The most expensive way to work with an attorney is passively — providing information when asked, waiting for updates, and treating the matter as fully delegated to someone else. The most effective way is as an informed, organized participant who understands what is happening and why, contributes efficiently, and makes decisions with genuine understanding of their implications.

The skill helps you be the second kind of client. How to organize and deliver documents in formats that minimize attorney time spent on administration. How to communicate in writing in ways that create a useful record and avoid misunderstanding. How to ask questions that produce useful answers rather than generic reassurance. How to evaluate progress against the strategy you agreed on at the outset.
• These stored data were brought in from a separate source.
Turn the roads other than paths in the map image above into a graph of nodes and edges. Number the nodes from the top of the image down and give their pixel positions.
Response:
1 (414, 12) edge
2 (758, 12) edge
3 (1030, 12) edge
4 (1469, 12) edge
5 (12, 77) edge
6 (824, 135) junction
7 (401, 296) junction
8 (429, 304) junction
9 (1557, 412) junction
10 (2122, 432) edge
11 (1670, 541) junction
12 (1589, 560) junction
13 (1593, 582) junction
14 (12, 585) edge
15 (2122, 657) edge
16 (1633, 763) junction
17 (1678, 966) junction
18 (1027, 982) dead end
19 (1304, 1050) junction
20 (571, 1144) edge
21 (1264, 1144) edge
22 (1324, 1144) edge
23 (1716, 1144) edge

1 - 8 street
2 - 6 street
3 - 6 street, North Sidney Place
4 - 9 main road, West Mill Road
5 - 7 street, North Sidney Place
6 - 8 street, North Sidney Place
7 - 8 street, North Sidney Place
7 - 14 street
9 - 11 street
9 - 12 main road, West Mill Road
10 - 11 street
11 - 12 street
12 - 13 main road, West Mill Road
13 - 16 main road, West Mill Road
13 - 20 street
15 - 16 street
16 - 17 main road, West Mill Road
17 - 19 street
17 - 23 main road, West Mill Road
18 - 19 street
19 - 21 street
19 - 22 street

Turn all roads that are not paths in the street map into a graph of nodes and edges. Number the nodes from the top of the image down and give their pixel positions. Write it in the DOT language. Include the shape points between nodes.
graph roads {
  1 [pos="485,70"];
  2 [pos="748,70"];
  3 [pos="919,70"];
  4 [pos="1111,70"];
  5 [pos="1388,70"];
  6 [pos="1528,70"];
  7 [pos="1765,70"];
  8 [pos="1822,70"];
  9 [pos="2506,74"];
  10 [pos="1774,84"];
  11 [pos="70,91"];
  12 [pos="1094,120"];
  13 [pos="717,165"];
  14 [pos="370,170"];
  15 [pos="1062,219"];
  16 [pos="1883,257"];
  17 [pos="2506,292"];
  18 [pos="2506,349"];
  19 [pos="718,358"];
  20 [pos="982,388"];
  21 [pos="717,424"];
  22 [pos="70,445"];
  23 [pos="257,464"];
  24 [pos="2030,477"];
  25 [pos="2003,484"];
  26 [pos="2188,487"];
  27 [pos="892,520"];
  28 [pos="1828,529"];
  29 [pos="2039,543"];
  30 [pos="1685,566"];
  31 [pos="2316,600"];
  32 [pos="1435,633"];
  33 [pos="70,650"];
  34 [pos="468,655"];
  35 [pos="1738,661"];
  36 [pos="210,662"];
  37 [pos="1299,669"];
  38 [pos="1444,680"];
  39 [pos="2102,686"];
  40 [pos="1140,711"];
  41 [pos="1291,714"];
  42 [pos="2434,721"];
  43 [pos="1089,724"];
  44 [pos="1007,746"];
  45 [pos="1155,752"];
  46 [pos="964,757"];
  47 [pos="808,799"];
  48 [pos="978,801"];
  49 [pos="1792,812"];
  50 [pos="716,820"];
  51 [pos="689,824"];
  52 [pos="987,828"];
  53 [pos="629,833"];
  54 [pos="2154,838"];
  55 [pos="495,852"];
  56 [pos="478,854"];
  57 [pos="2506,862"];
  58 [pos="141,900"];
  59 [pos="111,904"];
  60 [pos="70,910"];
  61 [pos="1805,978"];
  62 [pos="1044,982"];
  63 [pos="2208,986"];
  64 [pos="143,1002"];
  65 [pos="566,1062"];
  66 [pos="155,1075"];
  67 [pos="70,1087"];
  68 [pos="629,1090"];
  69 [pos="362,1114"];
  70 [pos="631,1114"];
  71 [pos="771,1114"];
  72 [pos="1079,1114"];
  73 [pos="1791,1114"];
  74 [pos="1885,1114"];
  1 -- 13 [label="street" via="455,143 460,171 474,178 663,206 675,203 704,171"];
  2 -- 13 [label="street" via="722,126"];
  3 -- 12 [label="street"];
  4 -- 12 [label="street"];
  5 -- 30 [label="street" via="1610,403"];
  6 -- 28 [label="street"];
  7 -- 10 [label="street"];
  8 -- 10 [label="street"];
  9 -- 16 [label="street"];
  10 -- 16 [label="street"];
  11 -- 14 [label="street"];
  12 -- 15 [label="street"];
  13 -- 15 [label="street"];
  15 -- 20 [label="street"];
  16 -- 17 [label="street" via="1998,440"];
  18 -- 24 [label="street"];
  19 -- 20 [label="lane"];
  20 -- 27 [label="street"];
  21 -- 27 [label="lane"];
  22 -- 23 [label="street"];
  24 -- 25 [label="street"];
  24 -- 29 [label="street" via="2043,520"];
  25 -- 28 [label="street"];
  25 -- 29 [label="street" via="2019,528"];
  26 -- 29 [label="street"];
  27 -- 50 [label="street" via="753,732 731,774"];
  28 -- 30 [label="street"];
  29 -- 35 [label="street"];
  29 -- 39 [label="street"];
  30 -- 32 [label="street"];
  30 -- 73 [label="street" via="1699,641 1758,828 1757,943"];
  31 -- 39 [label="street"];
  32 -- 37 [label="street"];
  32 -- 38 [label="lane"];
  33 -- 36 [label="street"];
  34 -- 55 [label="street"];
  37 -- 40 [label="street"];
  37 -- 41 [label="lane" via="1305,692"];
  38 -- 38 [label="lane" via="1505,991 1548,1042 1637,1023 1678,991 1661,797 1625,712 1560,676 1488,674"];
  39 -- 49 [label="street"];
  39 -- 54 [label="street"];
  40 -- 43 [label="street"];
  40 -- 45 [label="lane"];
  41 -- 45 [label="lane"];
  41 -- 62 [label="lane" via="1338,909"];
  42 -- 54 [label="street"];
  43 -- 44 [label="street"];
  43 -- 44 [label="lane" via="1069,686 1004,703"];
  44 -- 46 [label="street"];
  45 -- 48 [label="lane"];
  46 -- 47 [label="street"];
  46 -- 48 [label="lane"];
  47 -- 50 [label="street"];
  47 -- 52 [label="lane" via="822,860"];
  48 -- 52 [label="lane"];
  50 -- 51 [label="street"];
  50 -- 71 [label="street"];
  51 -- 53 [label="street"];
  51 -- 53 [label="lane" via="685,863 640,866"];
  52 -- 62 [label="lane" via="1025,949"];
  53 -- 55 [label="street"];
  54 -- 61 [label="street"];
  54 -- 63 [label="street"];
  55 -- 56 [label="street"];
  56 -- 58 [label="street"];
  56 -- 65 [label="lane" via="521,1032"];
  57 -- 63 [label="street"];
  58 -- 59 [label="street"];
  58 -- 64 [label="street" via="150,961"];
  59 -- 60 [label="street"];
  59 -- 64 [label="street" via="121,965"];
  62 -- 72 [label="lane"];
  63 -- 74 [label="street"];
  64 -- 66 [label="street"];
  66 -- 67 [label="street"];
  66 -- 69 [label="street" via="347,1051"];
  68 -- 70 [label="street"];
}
How to raise concerns about the representation without creating conflict that damages the relationship.

The client who arrives organized, communicates clearly, and asks informed questions gets better representation for less money than the client who does not — because they are paying for legal expertise rather than for the time it takes to extract information and manage the relationship.


When the Representation Is Not Working

Attorney-client relationships sometimes fail. The attorney who seemed right in the consultation turns out to have a different communication style than expected. The strategy you agreed on is not being executed as discussed. Bills arrive that do not match what you understood the work to require. The matter is not progressing and you do not understand why.

The skill helps you identify when a concern is worth raising directly versus when it reflects a misunderstanding of how legal matters work, and how to raise it in either case. The conversation that addresses a billing concern before it becomes a dispute. The request for a case status update that surfaces a communication problem before it becomes a trust problem. The decision to seek a second opinion and how to do so without creating unnecessary conflict. The process for changing attorneys when the relationship has genuinely failed and what that transition involves.


A Note on Legal Advice

This skill helps you navigate the legal system more effectively — understanding when and how to engage professional help, preparing for that engagement, and working within it productively. It does not provide legal advice. Legal advice is jurisdiction-specific, fact-specific, and requires the professional judgment of a licensed attorney who knows your complete situation. For any matter with significant legal, financial, or personal consequences, consulting a licensed attorney in your jurisdiction is essential.